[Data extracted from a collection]
- - -
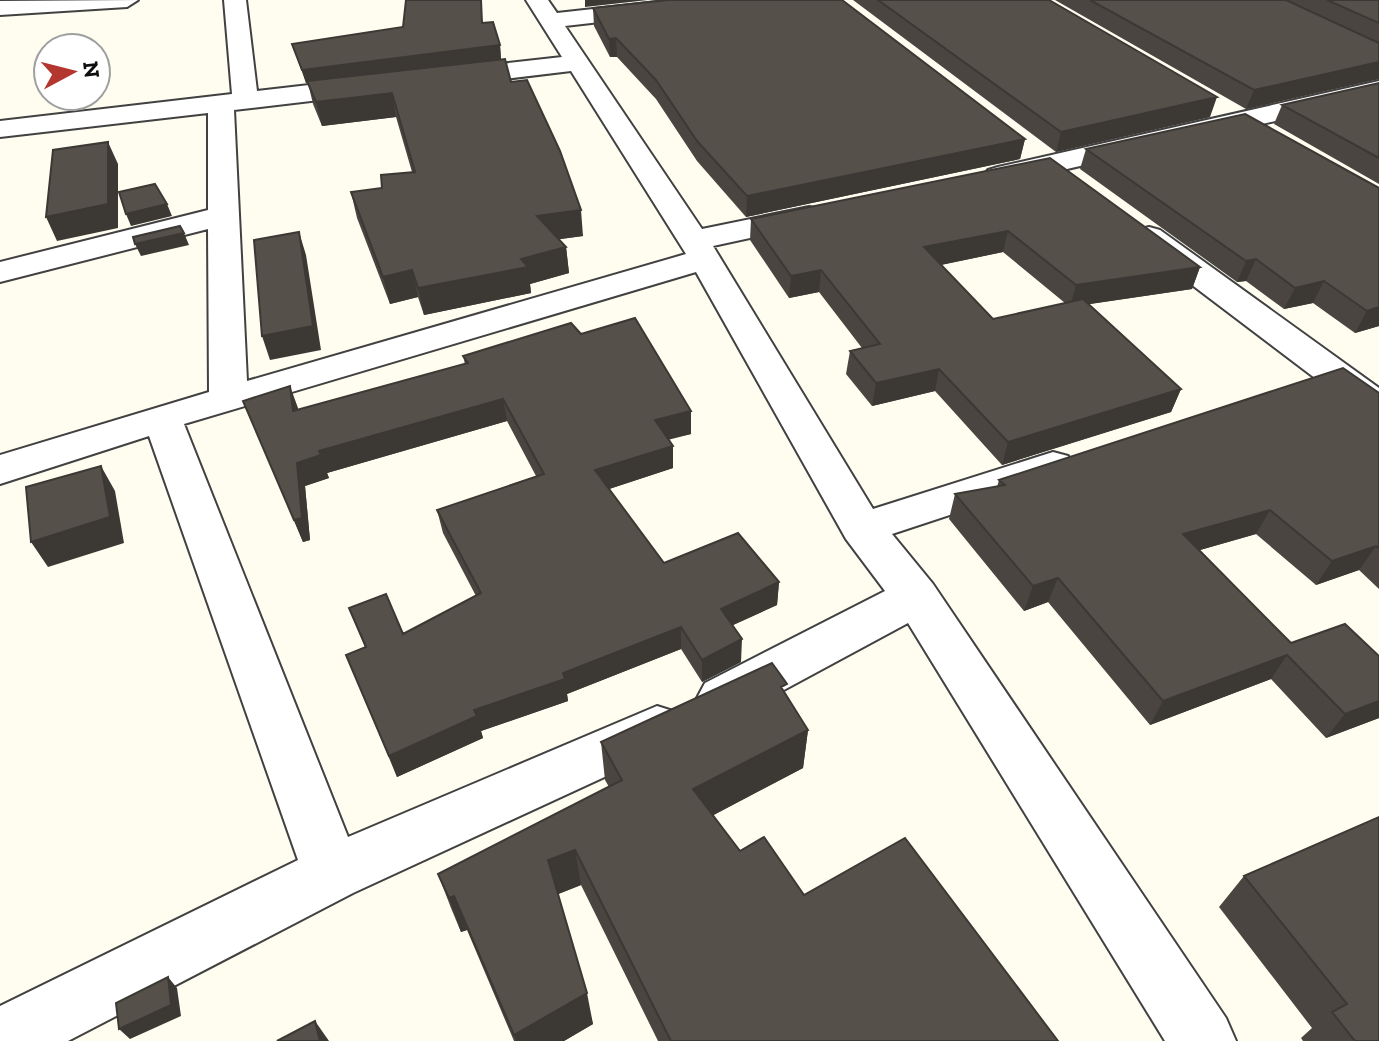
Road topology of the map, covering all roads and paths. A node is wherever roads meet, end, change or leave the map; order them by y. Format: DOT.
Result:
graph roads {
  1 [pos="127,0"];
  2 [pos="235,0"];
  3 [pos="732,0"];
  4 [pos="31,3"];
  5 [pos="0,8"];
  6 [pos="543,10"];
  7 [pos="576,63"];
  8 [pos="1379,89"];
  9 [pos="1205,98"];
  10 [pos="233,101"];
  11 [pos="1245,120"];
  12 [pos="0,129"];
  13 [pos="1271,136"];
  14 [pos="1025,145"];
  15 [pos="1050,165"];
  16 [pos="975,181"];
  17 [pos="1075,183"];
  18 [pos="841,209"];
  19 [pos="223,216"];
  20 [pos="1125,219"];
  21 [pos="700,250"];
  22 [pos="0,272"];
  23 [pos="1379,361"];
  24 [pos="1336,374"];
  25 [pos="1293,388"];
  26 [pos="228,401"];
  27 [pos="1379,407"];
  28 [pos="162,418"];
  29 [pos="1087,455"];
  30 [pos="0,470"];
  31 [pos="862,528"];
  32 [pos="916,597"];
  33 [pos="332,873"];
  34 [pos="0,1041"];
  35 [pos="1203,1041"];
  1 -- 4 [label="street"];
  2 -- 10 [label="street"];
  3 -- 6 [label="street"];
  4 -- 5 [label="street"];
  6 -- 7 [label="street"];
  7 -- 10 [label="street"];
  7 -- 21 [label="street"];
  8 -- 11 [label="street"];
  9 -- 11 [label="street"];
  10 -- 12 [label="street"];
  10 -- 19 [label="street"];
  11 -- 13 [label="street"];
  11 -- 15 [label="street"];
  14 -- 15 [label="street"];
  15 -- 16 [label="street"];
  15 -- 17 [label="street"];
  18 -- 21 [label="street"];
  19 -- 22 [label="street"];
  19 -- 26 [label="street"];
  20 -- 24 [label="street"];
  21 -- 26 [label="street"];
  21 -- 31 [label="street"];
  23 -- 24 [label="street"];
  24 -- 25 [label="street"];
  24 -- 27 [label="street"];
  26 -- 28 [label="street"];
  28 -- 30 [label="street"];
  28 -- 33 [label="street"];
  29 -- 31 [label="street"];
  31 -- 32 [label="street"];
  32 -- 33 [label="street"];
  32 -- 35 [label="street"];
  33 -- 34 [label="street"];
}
- - -
* [WHAT THE TASK REQUIRES] Across the records above, in how many lines does the string "roads" appear? Reply with the figure alone.

* [TASK RESPONSE] 2